▸ **WORK REQUEST**:
A word-for-word repetition of all the entries is needed.

Saved entries
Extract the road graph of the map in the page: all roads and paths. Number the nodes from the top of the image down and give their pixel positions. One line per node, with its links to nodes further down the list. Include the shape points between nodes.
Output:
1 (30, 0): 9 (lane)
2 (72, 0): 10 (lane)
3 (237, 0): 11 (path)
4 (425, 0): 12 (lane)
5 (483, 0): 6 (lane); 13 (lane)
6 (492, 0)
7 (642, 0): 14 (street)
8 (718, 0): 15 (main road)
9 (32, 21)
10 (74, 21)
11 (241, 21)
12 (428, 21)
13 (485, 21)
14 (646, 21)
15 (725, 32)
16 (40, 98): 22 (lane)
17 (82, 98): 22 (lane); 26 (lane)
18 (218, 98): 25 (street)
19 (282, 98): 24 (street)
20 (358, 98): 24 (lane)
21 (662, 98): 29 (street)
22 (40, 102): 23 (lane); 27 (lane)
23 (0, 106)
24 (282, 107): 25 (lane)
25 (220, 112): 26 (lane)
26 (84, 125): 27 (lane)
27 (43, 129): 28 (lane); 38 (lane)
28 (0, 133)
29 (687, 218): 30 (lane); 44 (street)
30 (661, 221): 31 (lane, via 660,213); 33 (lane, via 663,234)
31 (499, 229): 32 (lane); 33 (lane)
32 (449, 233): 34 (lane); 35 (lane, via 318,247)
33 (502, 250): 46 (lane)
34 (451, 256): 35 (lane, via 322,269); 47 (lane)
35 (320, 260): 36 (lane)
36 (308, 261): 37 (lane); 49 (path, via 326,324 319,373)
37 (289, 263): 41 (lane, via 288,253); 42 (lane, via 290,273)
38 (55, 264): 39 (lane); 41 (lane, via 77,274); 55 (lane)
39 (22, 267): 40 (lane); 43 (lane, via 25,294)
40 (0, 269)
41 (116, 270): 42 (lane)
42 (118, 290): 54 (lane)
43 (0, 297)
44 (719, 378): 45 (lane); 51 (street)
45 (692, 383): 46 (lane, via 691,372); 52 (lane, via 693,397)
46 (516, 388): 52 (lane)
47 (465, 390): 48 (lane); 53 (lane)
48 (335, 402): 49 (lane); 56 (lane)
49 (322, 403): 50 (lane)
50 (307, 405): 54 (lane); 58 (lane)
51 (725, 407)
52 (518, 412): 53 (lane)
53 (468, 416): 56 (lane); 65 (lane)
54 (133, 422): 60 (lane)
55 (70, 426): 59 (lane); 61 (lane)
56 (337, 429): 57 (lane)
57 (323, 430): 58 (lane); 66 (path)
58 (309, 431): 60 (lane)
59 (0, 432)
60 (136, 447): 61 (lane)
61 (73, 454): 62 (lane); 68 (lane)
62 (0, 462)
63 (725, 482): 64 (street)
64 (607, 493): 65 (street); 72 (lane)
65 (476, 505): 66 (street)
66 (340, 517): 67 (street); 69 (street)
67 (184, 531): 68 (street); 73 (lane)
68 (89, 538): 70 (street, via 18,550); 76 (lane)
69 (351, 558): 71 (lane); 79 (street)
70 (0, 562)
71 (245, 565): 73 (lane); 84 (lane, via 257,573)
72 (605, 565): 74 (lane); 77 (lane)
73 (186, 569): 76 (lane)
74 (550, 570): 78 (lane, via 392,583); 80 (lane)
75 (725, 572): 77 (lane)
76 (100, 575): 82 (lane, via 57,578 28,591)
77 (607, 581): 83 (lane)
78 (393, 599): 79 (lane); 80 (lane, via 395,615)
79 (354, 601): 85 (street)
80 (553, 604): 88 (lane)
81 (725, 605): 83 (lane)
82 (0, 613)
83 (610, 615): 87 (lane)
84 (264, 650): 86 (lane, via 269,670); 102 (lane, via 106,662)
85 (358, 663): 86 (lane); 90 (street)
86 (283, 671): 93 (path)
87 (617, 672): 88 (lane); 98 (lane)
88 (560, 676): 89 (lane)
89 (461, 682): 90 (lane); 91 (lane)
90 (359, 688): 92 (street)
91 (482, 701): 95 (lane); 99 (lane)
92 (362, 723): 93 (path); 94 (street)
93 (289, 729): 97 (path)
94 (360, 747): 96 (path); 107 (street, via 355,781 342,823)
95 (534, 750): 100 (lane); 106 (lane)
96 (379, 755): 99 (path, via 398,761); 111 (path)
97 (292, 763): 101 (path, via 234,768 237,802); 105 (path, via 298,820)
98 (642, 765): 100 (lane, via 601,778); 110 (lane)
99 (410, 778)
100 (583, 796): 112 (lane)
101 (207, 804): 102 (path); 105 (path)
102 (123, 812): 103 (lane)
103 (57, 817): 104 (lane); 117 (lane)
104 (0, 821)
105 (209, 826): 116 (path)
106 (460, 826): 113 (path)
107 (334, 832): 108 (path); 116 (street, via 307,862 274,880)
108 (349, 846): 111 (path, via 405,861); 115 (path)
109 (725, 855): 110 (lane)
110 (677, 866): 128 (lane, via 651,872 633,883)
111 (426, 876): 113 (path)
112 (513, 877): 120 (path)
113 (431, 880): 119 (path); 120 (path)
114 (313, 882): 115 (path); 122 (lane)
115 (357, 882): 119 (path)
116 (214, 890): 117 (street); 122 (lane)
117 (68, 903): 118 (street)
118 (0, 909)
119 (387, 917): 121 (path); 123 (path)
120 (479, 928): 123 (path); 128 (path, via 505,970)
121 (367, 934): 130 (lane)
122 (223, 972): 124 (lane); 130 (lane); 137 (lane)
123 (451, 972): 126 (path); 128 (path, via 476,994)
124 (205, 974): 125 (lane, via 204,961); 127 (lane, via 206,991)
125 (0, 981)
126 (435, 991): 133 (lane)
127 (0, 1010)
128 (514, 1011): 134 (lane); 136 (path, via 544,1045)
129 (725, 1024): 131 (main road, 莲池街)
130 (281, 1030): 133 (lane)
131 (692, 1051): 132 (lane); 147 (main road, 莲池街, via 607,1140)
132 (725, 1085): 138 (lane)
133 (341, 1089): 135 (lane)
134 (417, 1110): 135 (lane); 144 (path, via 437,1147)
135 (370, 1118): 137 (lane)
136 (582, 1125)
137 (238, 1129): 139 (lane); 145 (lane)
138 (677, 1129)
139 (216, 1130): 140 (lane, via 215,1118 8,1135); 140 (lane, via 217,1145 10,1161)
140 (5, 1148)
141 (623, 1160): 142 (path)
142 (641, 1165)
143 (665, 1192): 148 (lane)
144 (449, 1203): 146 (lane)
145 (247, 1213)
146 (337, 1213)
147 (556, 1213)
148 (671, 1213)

▸ **EXERCISE ANSWER**:
Extract the road graph of the map in the page: all roads and paths. Number the nodes from the top of the image down and give their pixel positions. One line per node, with its links to nodes further down the list. Include the shape points between nodes.
Output:
1 (30, 0): 9 (lane)
2 (72, 0): 10 (lane)
3 (237, 0): 11 (path)
4 (425, 0): 12 (lane)
5 (483, 0): 6 (lane); 13 (lane)
6 (492, 0)
7 (642, 0): 14 (street)
8 (718, 0): 15 (main road)
9 (32, 21)
10 (74, 21)
11 (241, 21)
12 (428, 21)
13 (485, 21)
14 (646, 21)
15 (725, 32)
16 (40, 98): 22 (lane)
17 (82, 98): 22 (lane); 26 (lane)
18 (218, 98): 25 (street)
19 (282, 98): 24 (street)
20 (358, 98): 24 (lane)
21 (662, 98): 29 (street)
22 (40, 102): 23 (lane); 27 (lane)
23 (0, 106)
24 (282, 107): 25 (lane)
25 (220, 112): 26 (lane)
26 (84, 125): 27 (lane)
27 (43, 129): 28 (lane); 38 (lane)
28 (0, 133)
29 (687, 218): 30 (lane); 44 (street)
30 (661, 221): 31 (lane, via 660,213); 33 (lane, via 663,234)
31 (499, 229): 32 (lane); 33 (lane)
32 (449, 233): 34 (lane); 35 (lane, via 318,247)
33 (502, 250): 46 (lane)
34 (451, 256): 35 (lane, via 322,269); 47 (lane)
35 (320, 260): 36 (lane)
36 (308, 261): 37 (lane); 49 (path, via 326,324 319,373)
37 (289, 263): 41 (lane, via 288,253); 42 (lane, via 290,273)
38 (55, 264): 39 (lane); 41 (lane, via 77,274); 55 (lane)
39 (22, 267): 40 (lane); 43 (lane, via 25,294)
40 (0, 269)
41 (116, 270): 42 (lane)
42 (118, 290): 54 (lane)
43 (0, 297)
44 (719, 378): 45 (lane); 51 (street)
45 (692, 383): 46 (lane, via 691,372); 52 (lane, via 693,397)
46 (516, 388): 52 (lane)
47 (465, 390): 48 (lane); 53 (lane)
48 (335, 402): 49 (lane); 56 (lane)
49 (322, 403): 50 (lane)
50 (307, 405): 54 (lane); 58 (lane)
51 (725, 407)
52 (518, 412): 53 (lane)
53 (468, 416): 56 (lane); 65 (lane)
54 (133, 422): 60 (lane)
55 (70, 426): 59 (lane); 61 (lane)
56 (337, 429): 57 (lane)
57 (323, 430): 58 (lane); 66 (path)
58 (309, 431): 60 (lane)
59 (0, 432)
60 (136, 447): 61 (lane)
61 (73, 454): 62 (lane); 68 (lane)
62 (0, 462)
63 (725, 482): 64 (street)
64 (607, 493): 65 (street); 72 (lane)
65 (476, 505): 66 (street)
66 (340, 517): 67 (street); 69 (street)
67 (184, 531): 68 (street); 73 (lane)
68 (89, 538): 70 (street, via 18,550); 76 (lane)
69 (351, 558): 71 (lane); 79 (street)
70 (0, 562)
71 (245, 565): 73 (lane); 84 (lane, via 257,573)
72 (605, 565): 74 (lane); 77 (lane)
73 (186, 569): 76 (lane)
74 (550, 570): 78 (lane, via 392,583); 80 (lane)
75 (725, 572): 77 (lane)
76 (100, 575): 82 (lane, via 57,578 28,591)
77 (607, 581): 83 (lane)
78 (393, 599): 79 (lane); 80 (lane, via 395,615)
79 (354, 601): 85 (street)
80 (553, 604): 88 (lane)
81 (725, 605): 83 (lane)
82 (0, 613)
83 (610, 615): 87 (lane)
84 (264, 650): 86 (lane, via 269,670); 102 (lane, via 106,662)
85 (358, 663): 86 (lane); 90 (street)
86 (283, 671): 93 (path)
87 (617, 672): 88 (lane); 98 (lane)
88 (560, 676): 89 (lane)
89 (461, 682): 90 (lane); 91 (lane)
90 (359, 688): 92 (street)
91 (482, 701): 95 (lane); 99 (lane)
92 (362, 723): 93 (path); 94 (street)
93 (289, 729): 97 (path)
94 (360, 747): 96 (path); 107 (street, via 355,781 342,823)
95 (534, 750): 100 (lane); 106 (lane)
96 (379, 755): 99 (path, via 398,761); 111 (path)
97 (292, 763): 101 (path, via 234,768 237,802); 105 (path, via 298,820)
98 (642, 765): 100 (lane, via 601,778); 110 (lane)
99 (410, 778)
100 (583, 796): 112 (lane)
101 (207, 804): 102 (path); 105 (path)
102 (123, 812): 103 (lane)
103 (57, 817): 104 (lane); 117 (lane)
104 (0, 821)
105 (209, 826): 116 (path)
106 (460, 826): 113 (path)
107 (334, 832): 108 (path); 116 (street, via 307,862 274,880)
108 (349, 846): 111 (path, via 405,861); 115 (path)
109 (725, 855): 110 (lane)
110 (677, 866): 128 (lane, via 651,872 633,883)
111 (426, 876): 113 (path)
112 (513, 877): 120 (path)
113 (431, 880): 119 (path); 120 (path)
114 (313, 882): 115 (path); 122 (lane)
115 (357, 882): 119 (path)
116 (214, 890): 117 (street); 122 (lane)
117 (68, 903): 118 (street)
118 (0, 909)
119 (387, 917): 121 (path); 123 (path)
120 (479, 928): 123 (path); 128 (path, via 505,970)
121 (367, 934): 130 (lane)
122 (223, 972): 124 (lane); 130 (lane); 137 (lane)
123 (451, 972): 126 (path); 128 (path, via 476,994)
124 (205, 974): 125 (lane, via 204,961); 127 (lane, via 206,991)
125 (0, 981)
126 (435, 991): 133 (lane)
127 (0, 1010)
128 (514, 1011): 134 (lane); 136 (path, via 544,1045)
129 (725, 1024): 131 (main road, 莲池街)
130 (281, 1030): 133 (lane)
131 (692, 1051): 132 (lane); 147 (main road, 莲池街, via 607,1140)
132 (725, 1085): 138 (lane)
133 (341, 1089): 135 (lane)
134 (417, 1110): 135 (lane); 144 (path, via 437,1147)
135 (370, 1118): 137 (lane)
136 (582, 1125)
137 (238, 1129): 139 (lane); 145 (lane)
138 (677, 1129)
139 (216, 1130): 140 (lane, via 215,1118 8,1135); 140 (lane, via 217,1145 10,1161)
140 (5, 1148)
141 (623, 1160): 142 (path)
142 (641, 1165)
143 (665, 1192): 148 (lane)
144 (449, 1203): 146 (lane)
145 (247, 1213)
146 (337, 1213)
147 (556, 1213)
148 (671, 1213)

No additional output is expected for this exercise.